For each participant, the Active Phase of dengue case detection began after the first injection (Dose 1) and continued until 13 months after the third injection (Dose 3). It was assumed that 12 months of surveillance should result in the detection of a sufficient number of VCD cases to allow for an assessment of efficacy.

The Hospital Phase began after the Active Phase. Participants with a febrile illness and requiring hospitalization were screened for dengue until the end of the study.

Participants who consented to participate in the SEP were actively followed for dengue case detection (i.e. at least weekly contact and capturing any acute febrile illness, not just hospitalized febrile cases, as in the Active Phase). The SEP was designed to maximize the detection of symptomatic VCD (hospitalized or not) in order to describe CYD dengue vaccine efficacy and safety in preventing symptomatic dengue in the long-term. Participants who declined participating in the SEP continued surveillance as in the Hospital Phase until trial completion.

Symptomatic VCD cases occurring more than (>) 28 days after dose 3 (during the Active Phase) are defined as:

Acute febrile illness (i.e. temperature >=38 degree Celsius (°C) on at least 2 consecutive days)
Virologically confirmed by dengue Reverse Transcriptase-Polymerase Chain Reaction (RT-PCR) and/or dengue non-structural (NS)1 enzyme-linked immunosorbent assay (ELISA) Ag test.
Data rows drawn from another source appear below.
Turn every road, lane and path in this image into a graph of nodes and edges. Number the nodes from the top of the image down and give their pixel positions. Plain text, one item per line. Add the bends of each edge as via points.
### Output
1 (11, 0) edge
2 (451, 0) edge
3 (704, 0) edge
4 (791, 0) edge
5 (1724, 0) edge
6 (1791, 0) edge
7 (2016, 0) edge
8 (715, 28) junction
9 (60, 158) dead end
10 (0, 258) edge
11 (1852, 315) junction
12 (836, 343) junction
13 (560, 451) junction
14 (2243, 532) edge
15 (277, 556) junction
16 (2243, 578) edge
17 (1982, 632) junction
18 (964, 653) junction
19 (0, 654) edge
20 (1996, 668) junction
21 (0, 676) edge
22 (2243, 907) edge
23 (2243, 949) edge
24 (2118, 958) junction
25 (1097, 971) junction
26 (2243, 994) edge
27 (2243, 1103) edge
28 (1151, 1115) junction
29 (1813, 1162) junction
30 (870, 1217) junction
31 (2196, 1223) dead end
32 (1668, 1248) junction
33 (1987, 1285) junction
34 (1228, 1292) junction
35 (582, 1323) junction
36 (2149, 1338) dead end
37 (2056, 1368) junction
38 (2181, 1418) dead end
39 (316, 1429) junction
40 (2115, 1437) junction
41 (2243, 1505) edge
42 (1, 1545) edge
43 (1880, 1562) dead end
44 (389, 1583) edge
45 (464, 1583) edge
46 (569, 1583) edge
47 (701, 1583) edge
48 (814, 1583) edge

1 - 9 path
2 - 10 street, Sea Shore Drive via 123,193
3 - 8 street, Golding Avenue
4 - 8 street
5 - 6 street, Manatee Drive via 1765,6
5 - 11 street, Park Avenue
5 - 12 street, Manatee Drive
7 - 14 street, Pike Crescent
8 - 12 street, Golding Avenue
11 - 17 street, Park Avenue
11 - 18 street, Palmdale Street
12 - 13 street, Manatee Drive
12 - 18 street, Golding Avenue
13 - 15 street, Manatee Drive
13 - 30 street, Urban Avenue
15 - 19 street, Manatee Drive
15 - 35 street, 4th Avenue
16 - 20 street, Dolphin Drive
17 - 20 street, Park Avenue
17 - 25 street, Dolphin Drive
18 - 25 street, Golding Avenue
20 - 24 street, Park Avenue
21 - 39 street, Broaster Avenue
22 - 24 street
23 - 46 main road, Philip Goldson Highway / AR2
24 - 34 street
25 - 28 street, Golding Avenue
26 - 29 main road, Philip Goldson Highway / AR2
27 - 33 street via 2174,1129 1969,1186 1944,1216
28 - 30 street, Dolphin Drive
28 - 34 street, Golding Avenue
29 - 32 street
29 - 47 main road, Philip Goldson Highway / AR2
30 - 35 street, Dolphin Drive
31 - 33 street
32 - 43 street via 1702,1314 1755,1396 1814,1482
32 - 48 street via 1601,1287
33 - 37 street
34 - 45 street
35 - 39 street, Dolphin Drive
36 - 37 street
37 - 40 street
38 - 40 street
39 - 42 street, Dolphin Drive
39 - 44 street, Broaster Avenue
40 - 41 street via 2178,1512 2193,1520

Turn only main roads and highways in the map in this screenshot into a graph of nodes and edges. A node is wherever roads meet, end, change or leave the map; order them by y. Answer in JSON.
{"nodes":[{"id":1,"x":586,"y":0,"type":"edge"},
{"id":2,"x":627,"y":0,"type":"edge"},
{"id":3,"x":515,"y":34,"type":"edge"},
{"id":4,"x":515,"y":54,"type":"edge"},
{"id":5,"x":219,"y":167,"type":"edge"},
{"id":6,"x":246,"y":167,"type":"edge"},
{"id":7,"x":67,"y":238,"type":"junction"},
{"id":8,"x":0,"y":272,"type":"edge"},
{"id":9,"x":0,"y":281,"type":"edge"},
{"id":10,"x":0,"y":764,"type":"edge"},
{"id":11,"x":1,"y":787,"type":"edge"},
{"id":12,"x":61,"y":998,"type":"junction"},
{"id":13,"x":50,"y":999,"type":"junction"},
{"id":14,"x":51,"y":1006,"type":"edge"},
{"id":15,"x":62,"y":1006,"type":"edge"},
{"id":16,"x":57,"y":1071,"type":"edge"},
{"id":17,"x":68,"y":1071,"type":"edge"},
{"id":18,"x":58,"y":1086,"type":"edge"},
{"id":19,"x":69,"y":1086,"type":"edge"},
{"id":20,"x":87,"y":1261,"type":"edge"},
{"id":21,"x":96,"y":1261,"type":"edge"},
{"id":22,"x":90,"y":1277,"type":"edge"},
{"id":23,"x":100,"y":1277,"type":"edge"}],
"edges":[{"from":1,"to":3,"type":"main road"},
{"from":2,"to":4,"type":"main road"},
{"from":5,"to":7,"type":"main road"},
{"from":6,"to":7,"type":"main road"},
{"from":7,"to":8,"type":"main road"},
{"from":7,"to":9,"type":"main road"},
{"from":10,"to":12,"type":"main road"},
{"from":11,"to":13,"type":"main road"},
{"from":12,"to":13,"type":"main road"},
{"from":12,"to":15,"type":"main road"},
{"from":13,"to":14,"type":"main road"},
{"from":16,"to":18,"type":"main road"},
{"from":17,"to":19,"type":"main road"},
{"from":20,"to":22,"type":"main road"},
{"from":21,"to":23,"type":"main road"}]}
Severity was assessed using a definition consistent with the 1997 WHO Classification Dengue Hemorrhagic Fever and by an independent Data Monitoring Committee (IDMC) severity criteria.

Enrollment

20,869 patients

Sex

All

Ages

9 to 16 years old

Volunteers

Accepts Healthy Volunteers

Inclusion criteria

Aged 9 to 16 years on the day of inclusion and resident of the site zone
Participant in good health, based on medical history and physical examination
Assent form or informed consent form has been signed and dated by the participant (based on local regulations), and informed consent form has been signed and dated by the parent(s) or another legally acceptable representative (and by an independent witness if required by local regulations)
Participant was able to attend all scheduled visits and comply with all trial procedures.

Exclusion criteria

Participant was pregnant, or lactating, or of childbearing potential (to be considered of non-childbearing potential, a female must be pre-menarche for at least 1 year, surgically sterile, or using an effective method of contraception or abstinence from at least 4 weeks prior to the first vaccination until at least 4 weeks after the last vaccination).
Participation in another clinical trial investigating a vaccine, drug, medical device, or a medical procedure in the 4 weeks preceding the first trial vaccination
Planned participation in another clinical trial during the present trial period
Self-reported or suspected congenital or acquired immunodeficiency; or receipt of immunosuppressive therapy such as anti-cancer chemotherapy or radiation therapy within the preceding 6 months; or long-term systemic corticosteroids therapy (prednisone or equivalent for more than 2 consecutive weeks within the past 3 months)
Self-reported seropositivity for Human Immunodeficiency Virus (HIV) infection
Self-reported systemic hypersensitivity to any of the vaccine components, or history of a life-threatening reaction to the vaccine used in the trial or to a vaccine containing any of the same substances
Chronic illness that, in the opinion of the Investigator, is at a stage where it might interfere with trial conduct or completion
Receipt of blood or blood-derived products in the past 3 months, which might interfere with assessment of the immune response
Planned receipt of any vaccine in the 4 weeks following any trial vaccination
Deprived of freedom by administrative or court order, or in an emergency setting, or hospitalized involuntarily
Current alcohol abuse or drug addiction that may interfere with the participant's ability to comply with trial procedures
Identified as a site employee of the Investigator or study center, with direct involvement in the proposed study or other studies under the direction of that Investigator or study center, as well as a family member (i.e., immediate, husband, wife and their children, adopted or natural) of the site employees or the Investigator.